Soft materials are central to sustainable development, as all bio-based renewable materials are soft materials. In addition to this, softness allows for a wide range of new properties in materials. Soft matter is particularly interesting because it changes its shape and structure. These changes can be used to control the properties of the material. This can be used to create materials that respond to stimuli, such as light-controlled robotic materials or coatings that respond to temperature or humidity. For example, the Academy of Finland Centre of Excellence in Life-Inspired Hybrid Materials LIBER, in which I lead the modelling group, focuses on such materials. Another research direction that interests me particularly at the moment is the development of biosynthetic protein materials. For that, I have been awarded Ascending Investigator grant from the Novo Nordisk Foundation. Both grants are highly competitive, long-term grants that allow me to focus on the ambitious projects.

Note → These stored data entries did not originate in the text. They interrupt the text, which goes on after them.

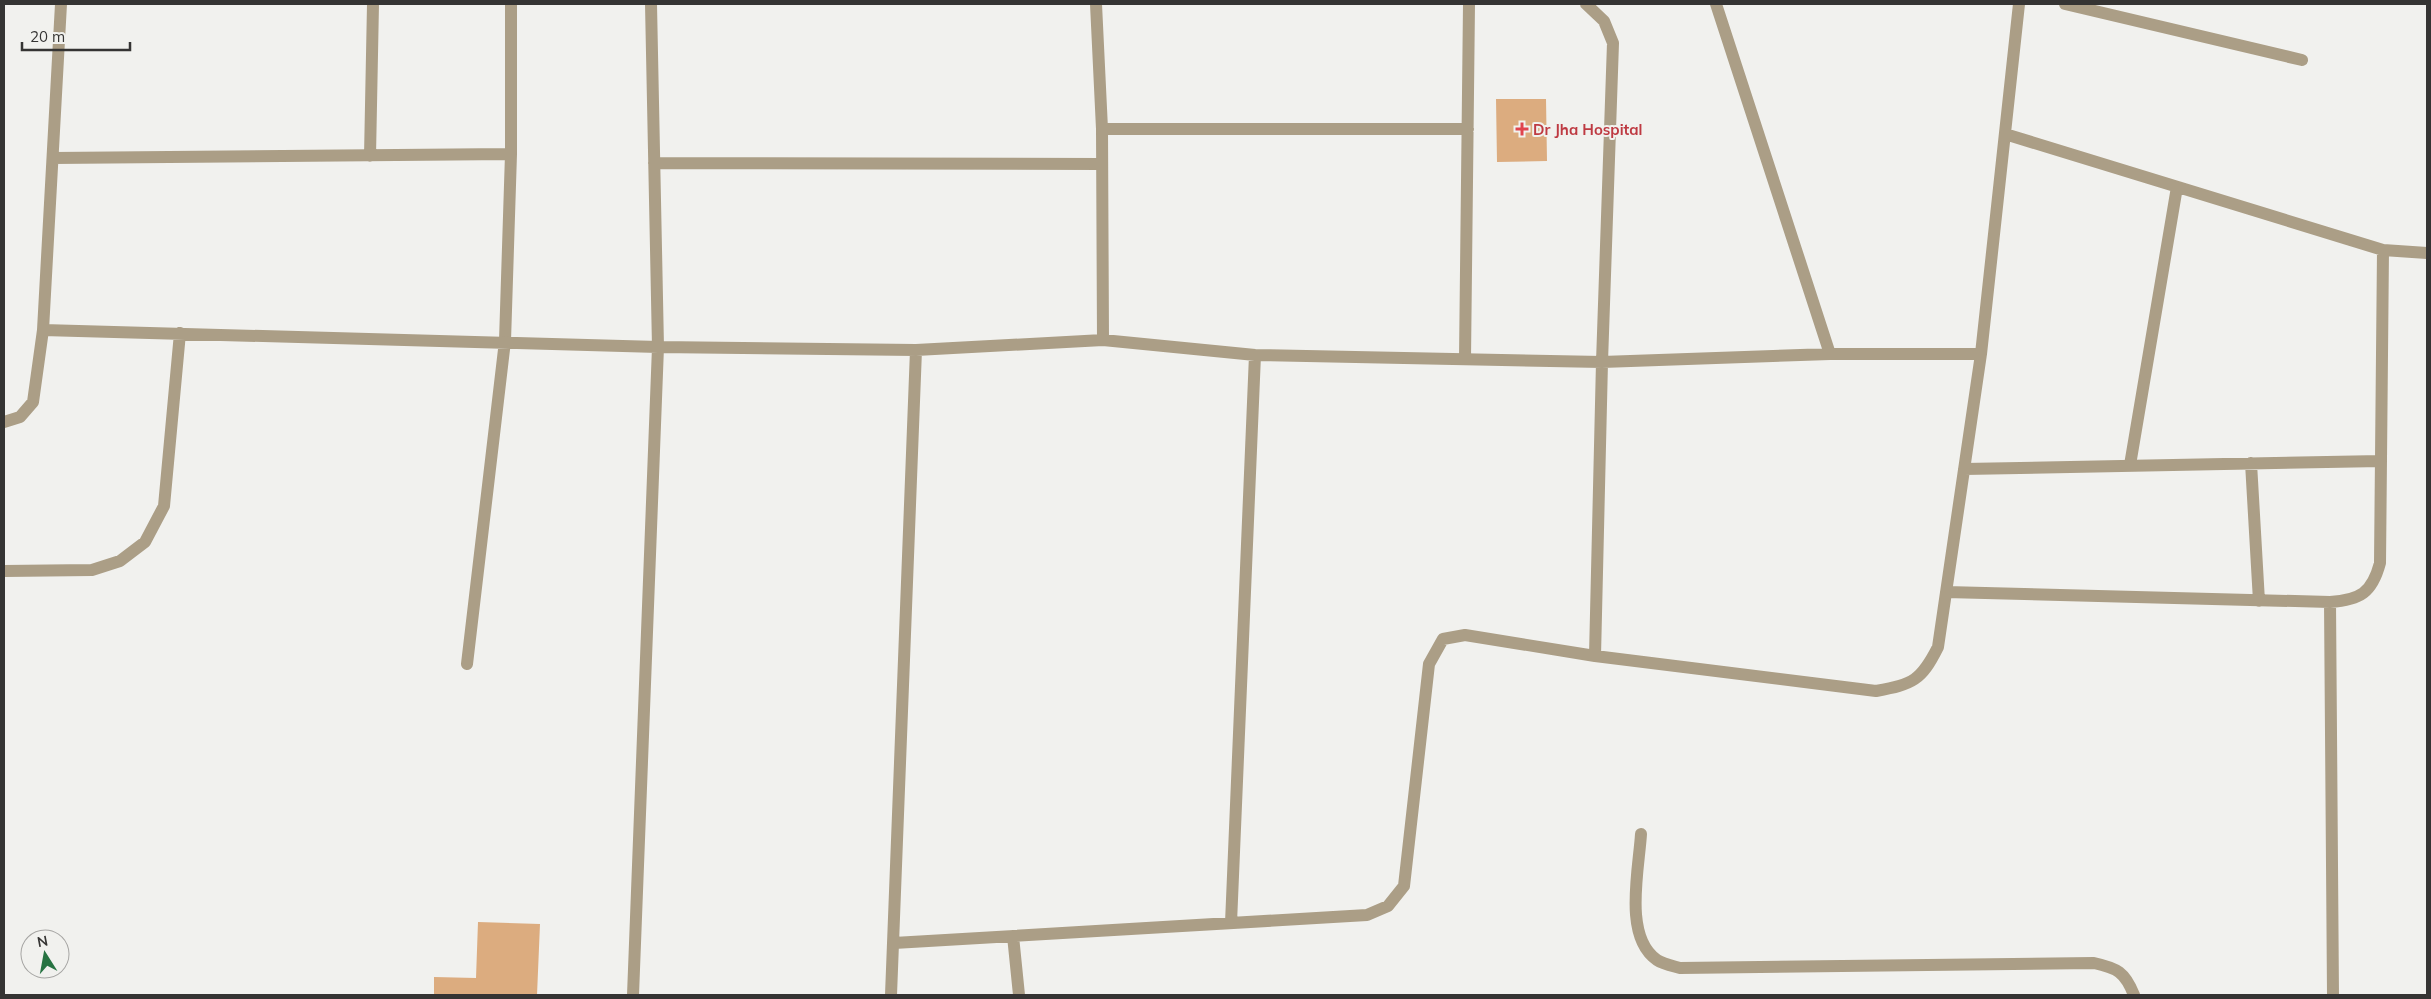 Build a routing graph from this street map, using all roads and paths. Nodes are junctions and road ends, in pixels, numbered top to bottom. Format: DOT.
graph roads {
  1 [pos="61,4"];
  2 [pos="367,4"];
  3 [pos="373,4"];
  4 [pos="511,4"];
  5 [pos="651,4"];
  6 [pos="1096,4"];
  7 [pos="1469,4"];
  8 [pos="1586,4"];
  9 [pos="1716,4"];
  10 [pos="2019,4"];
  11 [pos="2064,4"];
  12 [pos="2302,60"];
  13 [pos="1102,129"];
  14 [pos="1468,129"];
  15 [pos="2005,134"];
  16 [pos="511,154"];
  17 [pos="370,156"];
  18 [pos="53,158"];
  19 [pos="654,163"];
  20 [pos="1101,164"];
  21 [pos="2177,187"];
  22 [pos="2384,250"];
  23 [pos="2427,253"];
  24 [pos="43,330"];
  25 [pos="180,334"];
  26 [pos="1103,340"];
  27 [pos="506,341"];
  28 [pos="658,347"];
  29 [pos="916,350"];
  30 [pos="1830,354"];
  31 [pos="1981,354"];
  32 [pos="1255,355"];
  33 [pos="1465,359"];
  34 [pos="1602,362"];
  35 [pos="4,422"];
  36 [pos="2381,461"];
  37 [pos="2251,463"];
  38 [pos="2130,465"];
  39 [pos="1964,469"];
  40 [pos="4,571"];
  41 [pos="1946,592"];
  42 [pos="2259,601"];
  43 [pos="2330,602"];
  44 [pos="1595,656"];
  45 [pos="467,664"];
  46 [pos="1641,834"];
  47 [pos="1231,923"];
  48 [pos="1013,936"];
  49 [pos="894,943"];
  50 [pos="633,995"];
  51 [pos="891,995"];
  52 [pos="1019,995"];
  53 [pos="2134,995"];
  54 [pos="2333,995"];
  1 -- 18 [label="street"];
  2 -- 3 [label="street"];
  3 -- 17 [label="street"];
  4 -- 16 [label="street"];
  5 -- 19 [label="street"];
  6 -- 13 [label="street"];
  7 -- 14 [label="street"];
  8 -- 34 [label="street"];
  9 -- 30 [label="street"];
  10 -- 15 [label="street"];
  11 -- 12 [label="street"];
  13 -- 14 [label="street"];
  13 -- 20 [label="street"];
  14 -- 33 [label="street"];
  15 -- 21 [label="street"];
  15 -- 31 [label="street"];
  16 -- 17 [label="street"];
  16 -- 27 [label="street"];
  17 -- 18 [label="street"];
  18 -- 24 [label="street"];
  19 -- 20 [label="street"];
  19 -- 28 [label="street"];
  20 -- 26 [label="street"];
  21 -- 22 [label="street"];
  21 -- 38 [label="street"];
  22 -- 23 [label="street"];
  22 -- 36 [label="street"];
  24 -- 25 [label="street"];
  24 -- 35 [label="street"];
  25 -- 27 [label="street"];
  25 -- 40 [label="street"];
  26 -- 29 [label="street"];
  26 -- 32 [label="street"];
  27 -- 28 [label="street"];
  27 -- 45 [label="street"];
  28 -- 29 [label="street"];
  28 -- 50 [label="street"];
  29 -- 49 [label="street"];
  30 -- 31 [label="street"];
  30 -- 34 [label="street"];
  31 -- 39 [label="street"];
  32 -- 33 [label="street"];
  32 -- 47 [label="street"];
  33 -- 34 [label="street"];
  34 -- 44 [label="street"];
  36 -- 37 [label="street"];
  36 -- 43 [label="street"];
  37 -- 38 [label="street"];
  37 -- 42 [label="street"];
  38 -- 39 [label="street"];
  39 -- 41 [label="street"];
  41 -- 42 [label="street"];
  41 -- 44 [label="street"];
  42 -- 43 [label="street"];
  43 -- 54 [label="street"];
  44 -- 47 [label="street"];
  46 -- 53 [label="street"];
  47 -- 48 [label="street"];
  48 -- 49 [label="street"];
  48 -- 52 [label="street"];
  49 -- 51 [label="street"];
}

Computer modelling creates a prediction of the behavior of the material, a generalization of the observations through the simplification provided by the model, and an interpretation of the measured changes. Modelling is efficient and cost-effective, but also saves resources. Savings arise because not everything needs to be implemented and tested as actual samples, but the implementations can focus on the more promising directions. Essential uses for modelling in materials research are screening alternatives, identifying promising trends, and revealing operational mechanisms.

It is essential that my computational research has experimental research around it – modelling generated predictions and interpretation alone will not advance materials development.

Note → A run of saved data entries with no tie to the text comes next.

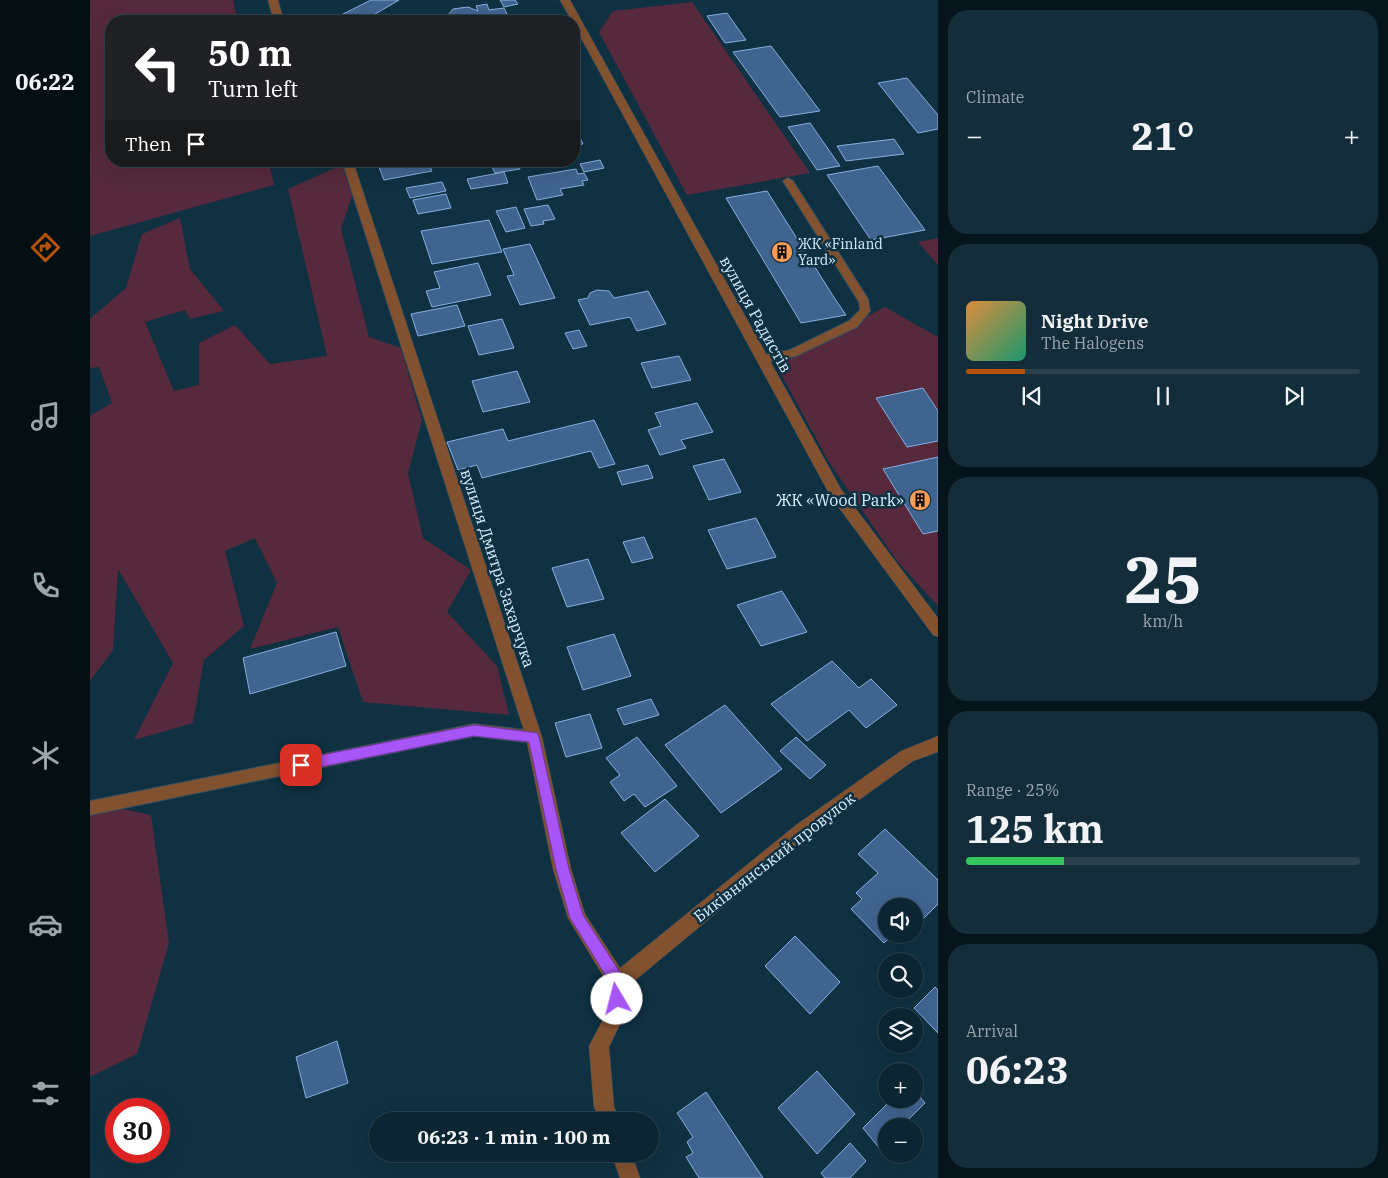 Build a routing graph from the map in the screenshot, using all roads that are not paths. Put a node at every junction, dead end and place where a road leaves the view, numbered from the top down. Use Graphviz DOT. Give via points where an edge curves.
graph roads {
  1 [pos="273,0"];
  2 [pos="565,0"];
  3 [pos="277,15"];
  4 [pos="573,15"];
  5 [pos="580,27"];
  6 [pos="349,167"];
  7 [pos="788,182"];
  8 [pos="762,359"];
  9 [pos="938,630"];
  10 [pos="534,737"];
  11 [pos="938,744"];
  12 [pos="90,808"];
  13 [pos="618,982"];
  14 [pos="606,1112"];
  15 [pos="625,1162"];
  16 [pos="630,1178"];
  1 -- 3 [label="street"];
  2 -- 4 [label="street, вулиця Радистів"];
  5 -- 8 [label="street, вулиця Радистів"];
  6 -- 10 [label="street, вулиця Дмитра Захарчука"];
  7 -- 8 [label="lane" via="864,302 864,310 853,324 792,353"];
  8 -- 9 [label="street, вулиця Радистів" via="836,493"];
  10 -- 12 [label="lane" via="474,730"];
  10 -- 13 [label="street, вулиця Дмитра Захарчука" via="562,869 577,918"];
  11 -- 13 [label="street, Биківнянський провулок" via="907,756 802,831"];
  13 -- 14 [label="street" via="616,1016 598,1046"];
  15 -- 16 [label="street"];
}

How did you end up switching from physics to chemistry?

There is a very common misunderstanding in this question. I studied materials physics and various computational methods in physics. During my research career, my expertise has expanded for example, to some areas of chemistry and bio sciences. In my research, I use this foundation to solve current and timely materials-oriented research problems in soft matter in fields covering bio sciences and biotechnology, chemistry and materials science, and still also physics. Soft matter is studied in physics, chemistry, materials science, and in bio sciences, and it is inherently interdisciplinary - drawing boundaries between different disciplines is not fruitful in this context. A good example is our center of excellence LIBER, in which the researchers have very different study backgrounds.

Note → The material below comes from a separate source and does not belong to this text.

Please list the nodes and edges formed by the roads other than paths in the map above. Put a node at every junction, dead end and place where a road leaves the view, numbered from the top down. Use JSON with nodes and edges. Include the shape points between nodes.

What do you consider important in your work?

I like teaching. In this context, it is important to me that the students in my courses genuinely learn and that young people in the beginning of their research careers get support to learn and develop as researchers.

Another important aspect of my research work is interdisciplinarity and interdisciplinary collaboration: on one hand, combining approaches from different disciplines is demanding and challenging because communication may be challenging but at the same time, combining different competences raises both new questions and unexpected approaches to solutions. The joint expertise from different disciplines forms a stronger entity than would be feasible with approaches only a single discipline. This is where communication becomes important, i.e., the transfer of knowledge and understanding between fields is essential. In building such collaborations successfully, having researchers with sufficiently broad expertise and experience in many fields is essential.

What do you expect from the future?

My current research is on exciting and timely biosynthetic materials, adjustable coatings, and driven matter. Computational modelling has a major role in driving the development of materials solutions forward. In the future, it is unlikely that the same research topics as now will remain central – the field is evolving, the role of computer modelling and data is constantly growing, and as a professor in the field, I follow the developments.  For me, the most fascinating thing about soft matter is its ability to transform and change its shape and properties – correspondingly, my research transforms and changes. I look forward to learning new things, sustainable development in materials, and progress.